I hate to ask, but just wanted to see when these may be available?


----------



## Robert (Jun 7, 2019)

Just uploaded.









						War Scythe - PedalPCB.com
					

Compare to EQD Hoof Reaper




					www.pedalpcb.com


----------



## chongmagic (Jun 7, 2019)

Robert said:


> Just uploaded.
> 
> 
> 
> ...



Awesome thank you!
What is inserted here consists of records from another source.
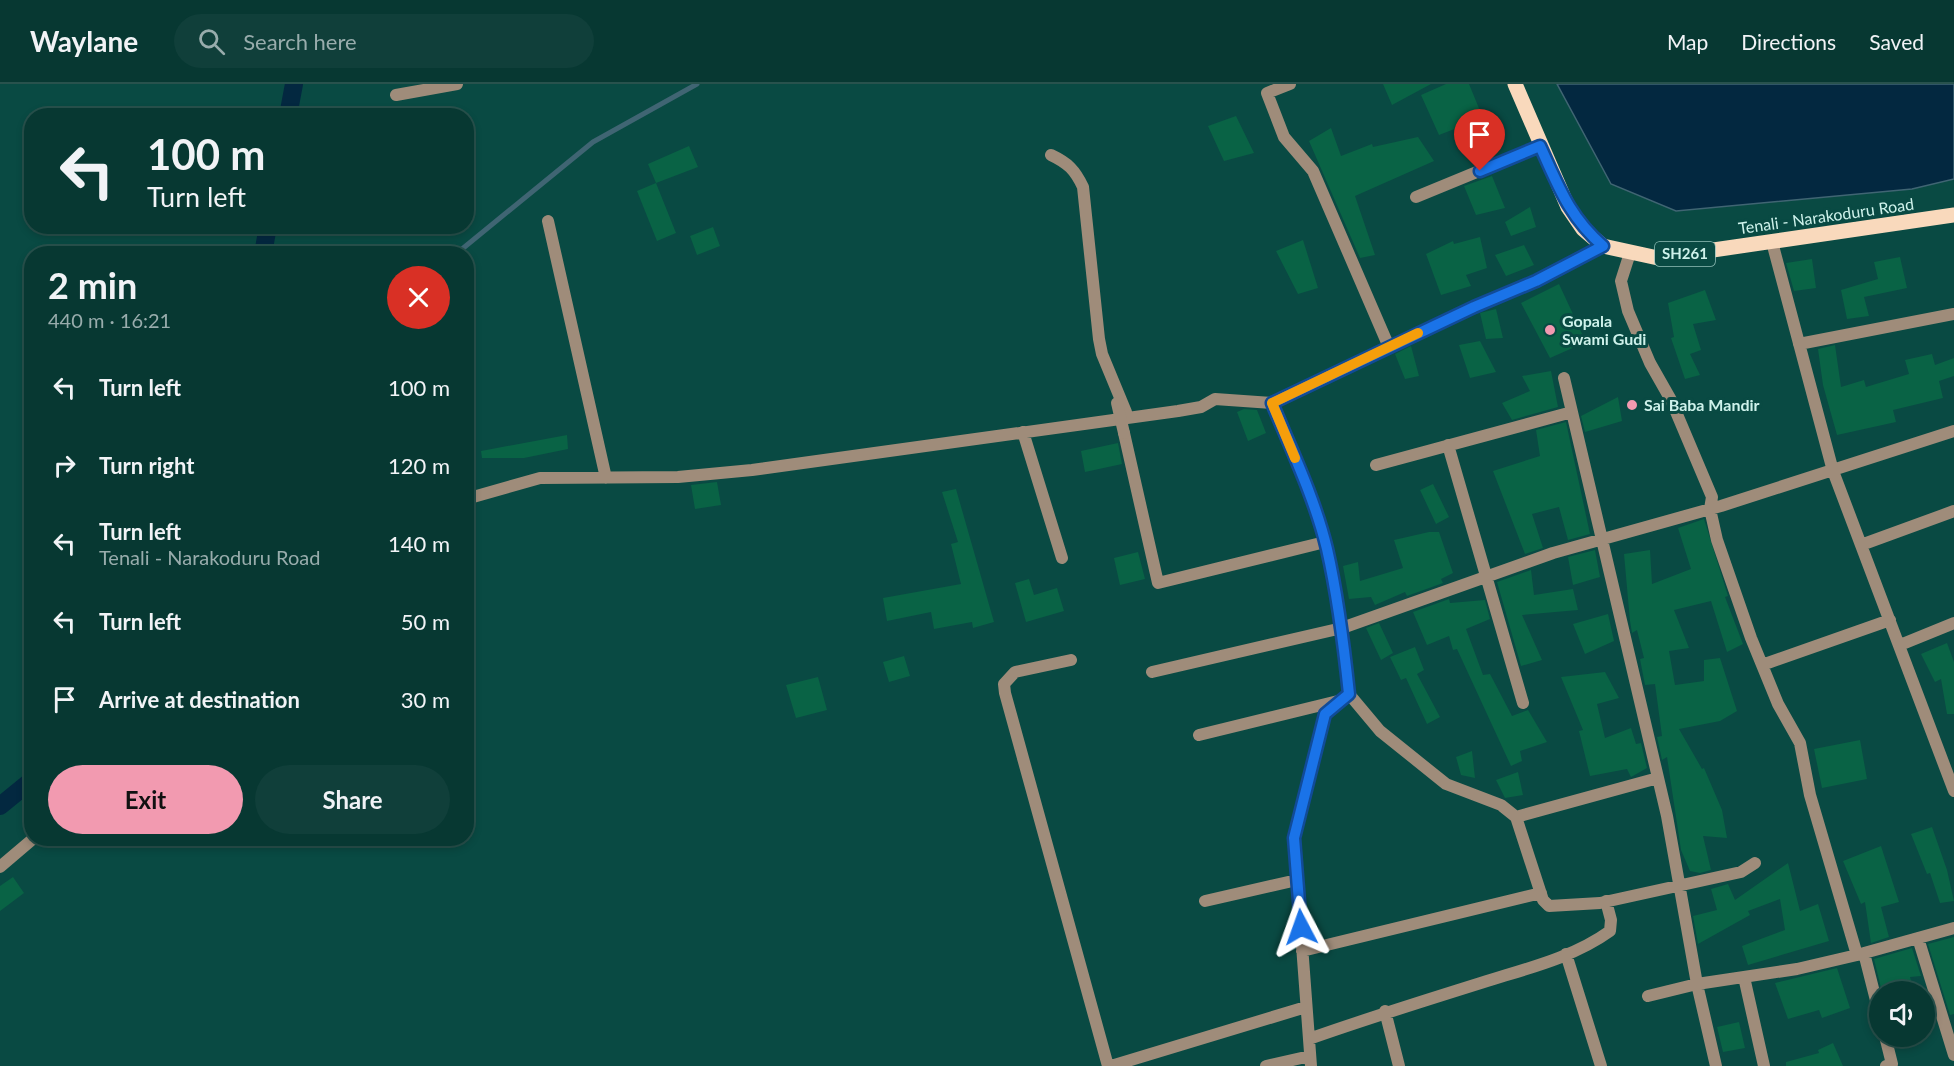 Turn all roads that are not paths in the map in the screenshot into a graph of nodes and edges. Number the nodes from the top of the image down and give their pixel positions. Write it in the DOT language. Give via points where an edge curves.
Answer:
graph roads {
  1 [pos="457,84"];
  2 [pos="1290,84"];
  3 [pos="1515,84"];
  4 [pos="396,95"];
  5 [pos="1540,146"];
  6 [pos="1051,155"];
  7 [pos="1416,197"];
  8 [pos="1954,215"];
  9 [pos="548,221"];
  10 [pos="1772,242"];
  11 [pos="1603,246"];
  12 [pos="1630,253"];
  13 [pos="1954,314"];
  14 [pos="1799,344"];
  15 [pos="1389,347"];
  16 [pos="1564,378"];
  17 [pos="1113,383"];
  18 [pos="1272,403"];
  19 [pos="1572,412"];
  20 [pos="1128,417"];
  21 [pos="1954,431"];
  22 [pos="1023,432"];
  23 [pos="1448,445"];
  24 [pos="1376,465"];
  25 [pos="1833,471"];
  26 [pos="606,478"];
  27 [pos="474,497"];
  28 [pos="1710,509"];
  29 [pos="1954,511"];
  30 [pos="1600,539"];
  31 [pos="1324,542"];
  32 [pos="1861,545"];
  33 [pos="1062,558"];
  34 [pos="1488,575"];
  35 [pos="1890,620"];
  36 [pos="1954,623"];
  37 [pos="1342,628"];
  38 [pos="1900,645"];
  39 [pos="1071,660"];
  40 [pos="1762,665"];
  41 [pos="1152,672"];
  42 [pos="1345,697"];
  43 [pos="1523,703"];
  44 [pos="1199,735"];
  45 [pos="1658,778"];
  46 [pos="1954,791"];
  47 [pos="1516,817"];
  48 [pos="25,846"];
  49 [pos="1755,863"];
  50 [pos="0,867"];
  51 [pos="1297,880"];
  52 [pos="1679,885"];
  53 [pos="1541,893"];
  54 [pos="1205,901"];
  55 [pos="1606,902"];
  56 [pos="1954,928"];
  57 [pos="1918,938"];
  58 [pos="1302,951"];
  59 [pos="1566,954"];
  60 [pos="1861,954"];
  61 [pos="1744,977"];
  62 [pos="1869,981"];
  63 [pos="1697,984"];
  64 [pos="1648,996"];
  65 [pos="1306,1007"];
  66 [pos="1385,1011"];
  67 [pos="1309,1039"];
  68 [pos="1888,1047"];
  69 [pos="1954,1055"];
  70 [pos="1310,1061"];
  71 [pos="1110,1066"];
  72 [pos="1266,1066"];
  73 [pos="1399,1066"];
  74 [pos="1601,1066"];
  75 [pos="1716,1066"];
  76 [pos="1764,1066"];
  77 [pos="1886,1066"];
  1 -- 4 [label="street"];
  2 -- 15 [label="street" via="1267,93 1271,104 1284,137 1313,171"];
  3 -- 5 [label="main road, Tenali - Narakoduru Road / SH261"];
  5 -- 7 [label="street"];
  5 -- 11 [label="main road, Tenali - Narakoduru Road / SH261" via="1568,207 1583,230"];
  6 -- 17 [label="street" via="1076,171 1083,187 1099,339"];
  8 -- 10 [label="main road, Tenali - Narakoduru Road / SH261"];
  9 -- 26 [label="street"];
  10 -- 12 [label="main road, Tenali - Narakoduru Road / SH261" via="1658,258"];
  10 -- 14 [label="street"];
  11 -- 12 [label="main road, Tenali - Narakoduru Road / SH261"];
  11 -- 15 [label="street" via="1536,281"];
  12 -- 28 [label="street" via="1621,281 1628,311 1712,497"];
  13 -- 14 [label="street"];
  14 -- 25 [label="street"];
  15 -- 18 [label="street"];
  16 -- 19 [label="street"];
  17 -- 20 [label="street"];
  17 -- 31 [label="street, bridge" via="1158,584"];
  18 -- 20 [label="street" via="1215,399 1201,407"];
  18 -- 31 [label="street" via="1308,490"];
  19 -- 23 [label="street"];
  19 -- 30 [label="street"];
  20 -- 22 [label="street"];
  21 -- 25 [label="street"];
  22 -- 26 [label="street" via="752,470"];
  22 -- 33 [label="street"];
  23 -- 24 [label="street"];
  23 -- 34 [label="street"];
  25 -- 28 [label="street"];
  25 -- 32 [label="street"];
  26 -- 27 [label="street" via="540,478"];
  28 -- 30 [label="street"];
  28 -- 40 [label="street" via="1717,540"];
  29 -- 32 [label="street"];
  30 -- 34 [label="street"];
  30 -- 45 [label="street"];
  31 -- 37 [label="street"];
  32 -- 35 [label="street"];
  34 -- 37 [label="street"];
  34 -- 43 [label="street"];
  35 -- 38 [label="street"];
  35 -- 40 [label="street"];
  36 -- 38 [label="street"];
  37 -- 41 [label="street"];
  37 -- 42 [label="street"];
  38 -- 46 [label="street"];
  39 -- 71 [label="street" via="1015,672 1004,684"];
  40 -- 60 [label="street" via="1800,743 1810,795"];
  42 -- 44 [label="street"];
  42 -- 47 [label="street" via="1446,784 1501,805"];
  42 -- 51 [label="street" via="1325,714 1322,725 1294,838"];
  45 -- 47 [label="street"];
  45 -- 52 [label="street"];
  47 -- 53 [label="street"];
  48 -- 50 [label="street"];
  49 -- 52 [label="street" via="1741,872"];
  51 -- 54 [label="street"];
  51 -- 58 [label="street"];
  52 -- 55 [label="street"];
  52 -- 63 [label="street"];
  53 -- 55 [label="street" via="1549,906"];
  53 -- 58 [label="street"];
  55 -- 59 [label="street" via="1610,931 1594,943"];
  56 -- 57 [label="street"];
  57 -- 60 [label="street"];
  57 -- 69 [label="street"];
  58 -- 65 [label="street"];
  59 -- 66 [label="street"];
  59 -- 74 [label="street"];
  60 -- 61 [label="street"];
  60 -- 62 [label="street"];
  61 -- 63 [label="street"];
  61 -- 76 [label="street"];
  63 -- 64 [label="street"];
  63 -- 75 [label="street"];
  65 -- 67 [label="street"];
  65 -- 71 [label="street"];
  66 -- 67 [label="street"];
  66 -- 73 [label="street"];
  67 -- 70 [label="street"];
  68 -- 77 [label="street" via="1892,1064"];
  70 -- 72 [label="street"];
}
The cleft mod is basically the cloven hoof?

Nvm I see that it is.


----------



## GRider22 (Aug 8, 2019)

If you're doing the cleft mod which direction is the flat side of the MPSA13 transistor in the Q4 and Q5 position?


----------



## Chuck D. Bones (Aug 13, 2019)

Holding the MPSA13 with the leads pointing down and the flat facing toward you, the emitter is on the left.  That lead goes in the hole on the PCB that corresponds to the tab on the 2N1308.  If that's not clear enough, take a look at the attached datasheets.


----------



## GRider22 (Aug 14, 2019)

Thanks for the follow-up.  I took and educated guess and it worked out.  My War Sycthe is up and running.


----------